‘Ease off JPS buyer’
MARUBENI Corporation, the Japanese firm seeking to purchase Mirant’s 80 per cent shareholding in the Jamaica Public Service (JPS), is concerned about some of the comments which have been made locally about the proposed sale, according to the Finance Minister Omar Davies.
Davies, who was closing the 2007/2008 budget debate at Gordon House, pointed fingers at the Opposition, which had questioned aspects of the transaction.
However, Davies did not say what these concerns were, or whether they were expressed to the government during the current talks with a visiting team from the Japanese company.
“We need to reassure not just Marubeni, but all potential investors that when we say Jamaica is open for business, we mean it,” Davies pleaded.
Last Friday at his post-budget press briefing, Opposition Leader Bruce Golding warned Marubeni against ignoring the views of his Jamaica Labour Party (JLP) in its talks with the government on acquiring the shares.
Golding said that he understood that representatives of Marubeni were in Jamaica, but that there was no contact with the Opposition.
“I think that it would be useful for the Marubeni people to seek our views and our ideas as to the way forward,” Golding told reporters.
Davies yesterday appealed to the Opposition to view the issue “dispassionately” and as objectively as possible.
He said that he was converted to the need to privatise when the JPS came to his ministry to borrow funds to pay recurrent expenses, including wages and salaries, prior to the government’s decision to sell 80 per cent of its shares to Mirant.
In that situation, he said, the JPS could not raise capital to finance expanding capacity, and that led to the decision to privatise.
Davies said he was not defending Mirant’s period of ownership, but noted that over the five years since it took over the company energy generation increased by 15 per cent, the average customer minutes lost had decreased by 24 per cent and, in general, there has been improvement in service levels.
He assured the Opposition that questions from its spokesman on energy, Clive Mullings, such as the need for publication of the audit of the JPS billing system, as well as the release of a report on the accident which cost three lives at the Old Harbour plant in 2005, were legitimate and would be responded to.
However, he said that the demand for full public scrutiny of the negotiations leading to an agreement in principle for Mirant to sell its shareholding to Marubeni cannot be met.
Davies told the House that Mirant would get approximately US$350 million in cash for the sale of the shares, and not the approximately US$600 million that has been suggested.
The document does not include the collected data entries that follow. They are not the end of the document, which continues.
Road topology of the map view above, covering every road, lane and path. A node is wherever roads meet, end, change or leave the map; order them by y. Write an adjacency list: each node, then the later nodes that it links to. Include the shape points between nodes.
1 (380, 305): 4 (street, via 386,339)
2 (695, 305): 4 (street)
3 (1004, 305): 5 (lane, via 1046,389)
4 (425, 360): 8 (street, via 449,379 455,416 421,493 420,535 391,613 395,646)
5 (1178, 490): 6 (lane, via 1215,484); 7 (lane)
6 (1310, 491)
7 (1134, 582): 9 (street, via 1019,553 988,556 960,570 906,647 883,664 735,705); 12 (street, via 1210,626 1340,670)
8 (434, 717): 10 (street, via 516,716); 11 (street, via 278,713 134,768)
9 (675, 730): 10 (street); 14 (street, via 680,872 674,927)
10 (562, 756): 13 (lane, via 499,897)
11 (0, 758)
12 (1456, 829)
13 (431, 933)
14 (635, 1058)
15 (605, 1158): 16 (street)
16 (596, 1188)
He had previously informed Parliament that Mirant was selling the JPS shares for US$800 million.
The minister told the House that the proposal is for Marubeni to purchase Mirant’s Caribbean portfolio for a total of US$1,082 million. He said that US$350 million of the total figure was to cover existing debts, while US$153 million was ‘purchase power obligation’.
“This means that the portfolio cash equity value is US$579 million. Of this amount, the rest of Mirant’s Caribbean portfolio (Trinidad, Grand Bahamas and Curaçao) is valued at US$215 million, leaving Mirant’s 80 per cent interest in JPS at approximately US$365 million,” Davies said.
“Put another way, whilst the total value of Mirant’s 80 per cent holdings was approximately US$800 million, if we take out the debt which will be assumed by Marubeni and the purchase power obligations, the cash to be received by Mirant is approximately US$350 million.”
“Is this too much?” Davies asked.
He defended Mirant’s performance since purchasing the JPS in 2001 for US$200 million. He said that over the six-year period Mirant invested in generation expansion as well as improvements to the quality of the service.
“Let us not seek to condemn profits by making wild accusations. Rather, let us ensure that the rules governing the operations of the entities protect the rights of the consumers, but also provide an attractive environment within which investors, domestic and external, wish to do business,” Davies said.
He made it clear, however, that he was not suggesting that there should be no rules governing business operations.
“However, once they have been laid out clearly and unambiguously and an entity abides by them, it is imperative that we do not seek to erode confidence in the country by making wild, baseless and uninformed accusations,” the finance minister said.